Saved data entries
%%

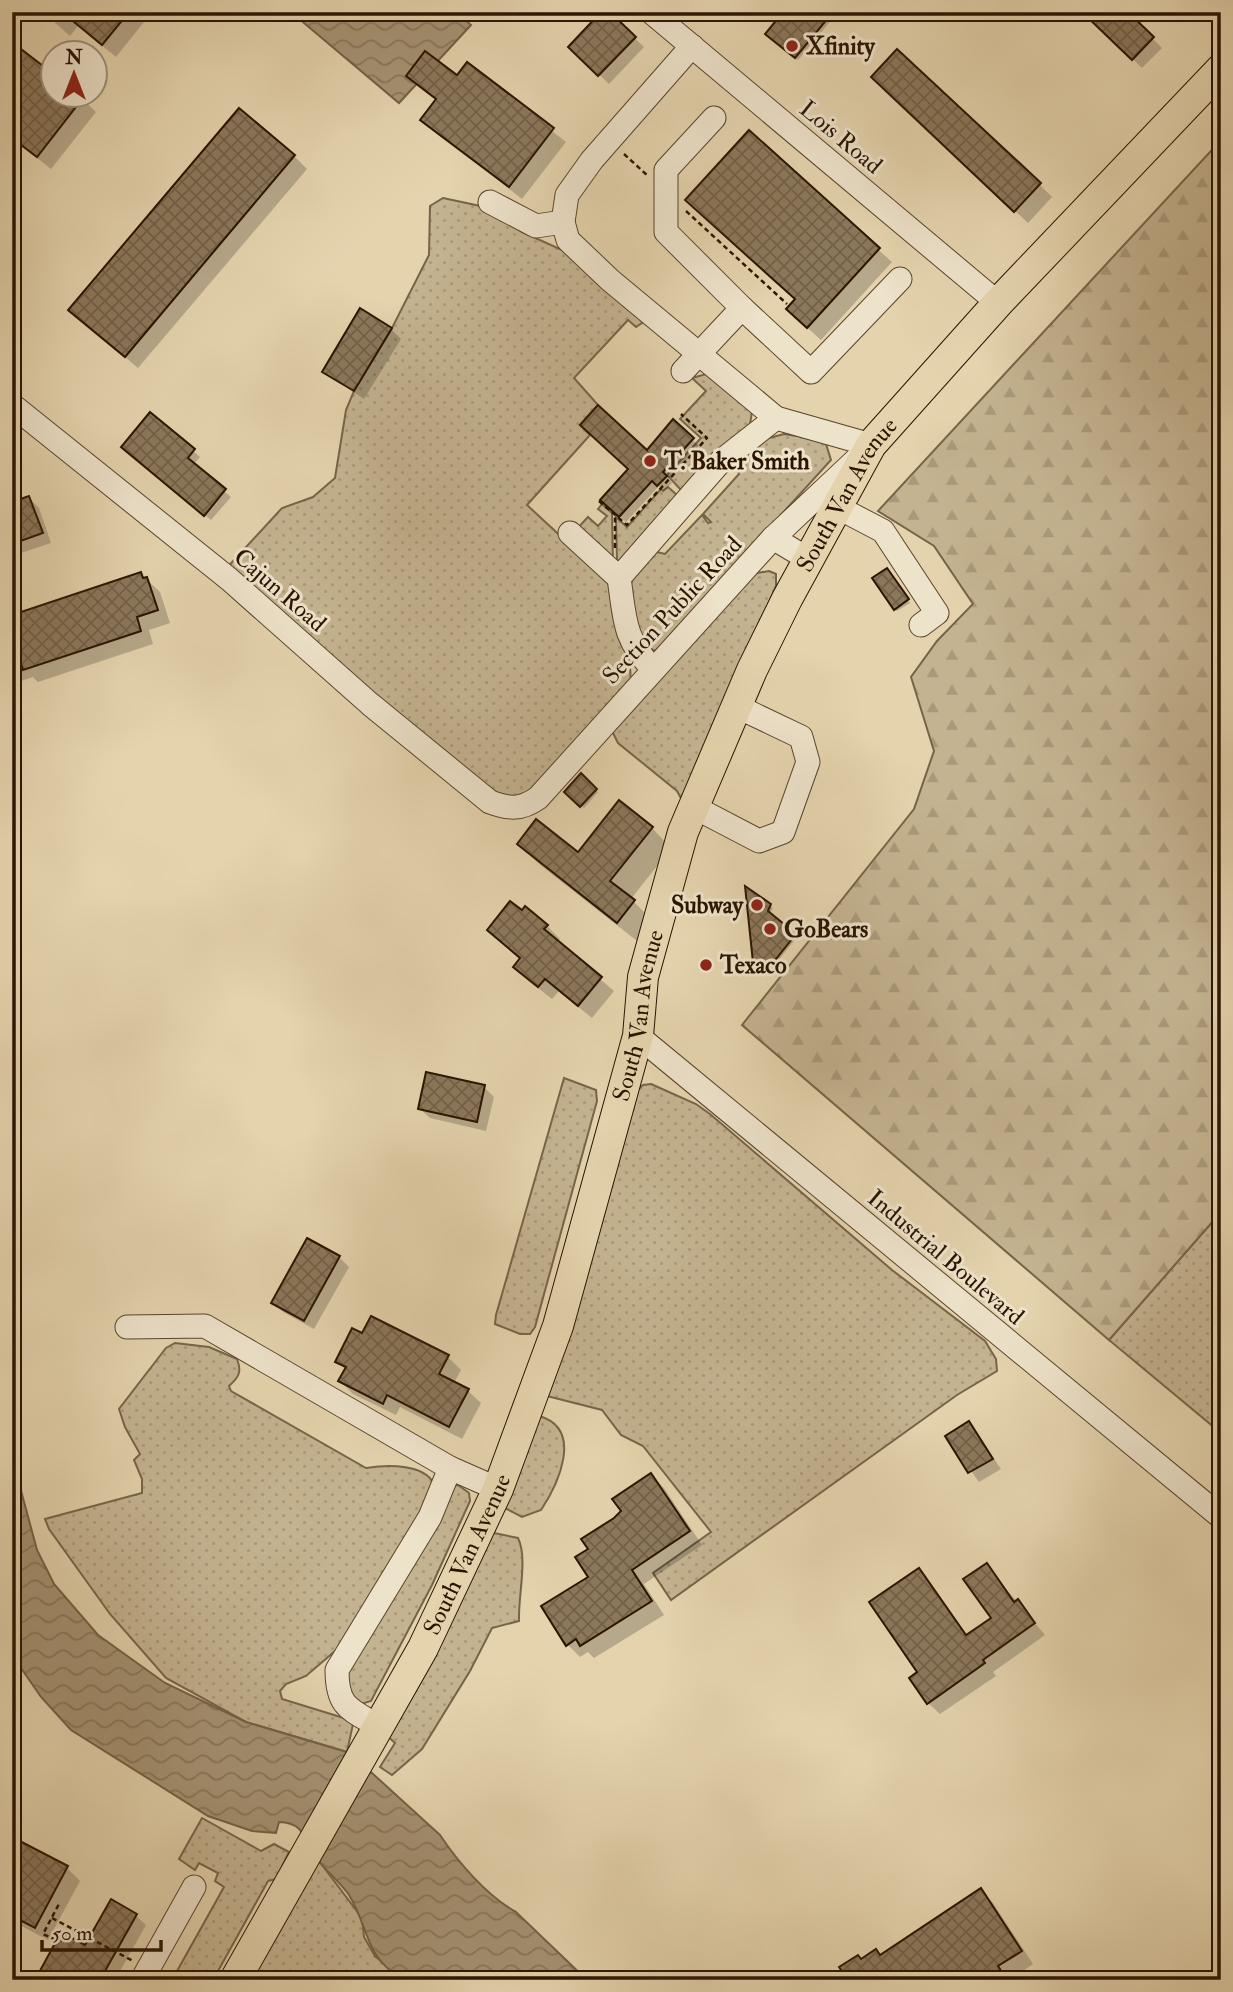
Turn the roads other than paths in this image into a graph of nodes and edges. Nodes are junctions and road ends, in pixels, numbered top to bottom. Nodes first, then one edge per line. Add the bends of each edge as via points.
1 (651, 12) edge
2 (692, 46) junction
3 (1221, 69) edge
4 (714, 118) dead end
5 (490, 202) dead end
6 (563, 222) junction
7 (901, 279) dead end
8 (998, 303) junction
9 (742, 308) junction
10 (700, 354) junction
11 (683, 371) dead end
12 (12, 405) edge
13 (776, 418) junction
14 (871, 446) junction
15 (839, 508) junction
16 (570, 533) dead end
17 (773, 538) junction
18 (808, 559) junction
19 (617, 576) junction
20 (921, 625) dead end
21 (653, 669) junction
22 (736, 706) junction
23 (692, 806) junction
24 (514, 808) joint
25 (638, 1036) junction
26 (127, 1326) dead end
27 (450, 1468) junction
28 (498, 1489) junction
29 (1221, 1517) edge
30 (371, 1738) junction
31 (194, 1887) dead end
32 (145, 1974) edge
33 (235, 1980) edge

1 - 2 street, Lois Road
2 - 6 street via 567,195
2 - 8 street, Lois Road
3 - 8 main road, South Van Avenue
4 - 9 street via 666,170 666,232
5 - 6 street via 536,226
6 - 10 street via 568,240 650,326
7 - 9 street via 811,372
8 - 14 main road, South Van Avenue
9 - 10 street
10 - 11 street
10 - 13 street
12 - 24 street, Cajun Road via 229,579 490,802
13 - 14 street
13 - 19 street via 722,461
14 - 15 main road, South Van Avenue
14 - 17 street, Section Public Road
15 - 18 main road, South Van Avenue
15 - 20 street via 883,531 937,613
16 - 19 street
17 - 18 street
17 - 21 street, Section Public Road
18 - 22 main road, South Van Avenue
19 - 21 street via 627,631 635,651
21 - 24 street, Section Public Road via 538,798
22 - 23 main road, South Van Avenue
22 - 23 street via 801,737 808,762 783,832 759,841
23 - 25 main road, South Van Avenue via 643,977
25 - 28 main road, South Van Avenue via 558,1326
25 - 29 street, Industrial Boulevard
26 - 27 street via 205,1326
27 - 28 street
27 - 30 street via 430,1517 337,1670 337,1689 345,1707
28 - 30 main road, South Van Avenue via 423,1648
30 - 33 main road, South Van Avenue
31 - 32 street

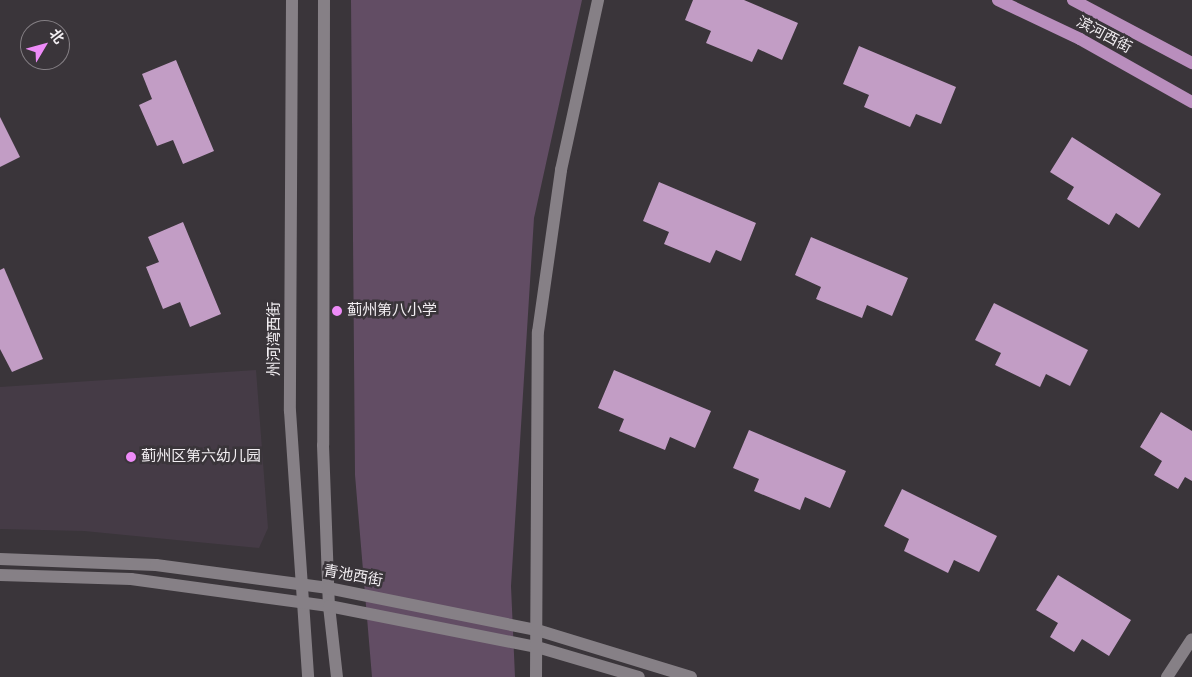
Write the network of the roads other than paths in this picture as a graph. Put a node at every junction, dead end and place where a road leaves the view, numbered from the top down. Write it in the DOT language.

%%

- EXERCISE -
All records should be output exactly, with the pictures left out.

- YOUR RESPONSE -
Turn the roads other than paths in this image into a graph of nodes and edges. Nodes are junctions and road ends, in pixels, numbered top to bottom. Nodes first, then one edge per line. Add the bends of each edge as via points.
1 (651, 12) edge
2 (692, 46) junction
3 (1221, 69) edge
4 (714, 118) dead end
5 (490, 202) dead end
6 (563, 222) junction
7 (901, 279) dead end
8 (998, 303) junction
9 (742, 308) junction
10 (700, 354) junction
11 (683, 371) dead end
12 (12, 405) edge
13 (776, 418) junction
14 (871, 446) junction
15 (839, 508) junction
16 (570, 533) dead end
17 (773, 538) junction
18 (808, 559) junction
19 (617, 576) junction
20 (921, 625) dead end
21 (653, 669) junction
22 (736, 706) junction
23 (692, 806) junction
24 (514, 808) joint
25 (638, 1036) junction
26 (127, 1326) dead end
27 (450, 1468) junction
28 (498, 1489) junction
29 (1221, 1517) edge
30 (371, 1738) junction
31 (194, 1887) dead end
32 (145, 1974) edge
33 (235, 1980) edge

1 - 2 street, Lois Road
2 - 6 street via 567,195
2 - 8 street, Lois Road
3 - 8 main road, South Van Avenue
4 - 9 street via 666,170 666,232
5 - 6 street via 536,226
6 - 10 street via 568,240 650,326
7 - 9 street via 811,372
8 - 14 main road, South Van Avenue
9 - 10 street
10 - 11 street
10 - 13 street
12 - 24 street, Cajun Road via 229,579 490,802
13 - 14 street
13 - 19 street via 722,461
14 - 15 main road, South Van Avenue
14 - 17 street, Section Public Road
15 - 18 main road, South Van Avenue
15 - 20 street via 883,531 937,613
16 - 19 street
17 - 18 street
17 - 21 street, Section Public Road
18 - 22 main road, South Van Avenue
19 - 21 street via 627,631 635,651
21 - 24 street, Section Public Road via 538,798
22 - 23 main road, South Van Avenue
22 - 23 street via 801,737 808,762 783,832 759,841
23 - 25 main road, South Van Avenue via 643,977
25 - 28 main road, South Van Avenue via 558,1326
25 - 29 street, Industrial Boulevard
26 - 27 street via 205,1326
27 - 28 street
27 - 30 street via 430,1517 337,1670 337,1689 345,1707
28 - 30 main road, South Van Avenue via 423,1648
30 - 33 main road, South Van Avenue
31 - 32 street

Write the network of the roads other than paths in this picture as a graph. Put a node at every junction, dead end and place where a road leaves the view, numbered from the top down. Write it in the DOT language.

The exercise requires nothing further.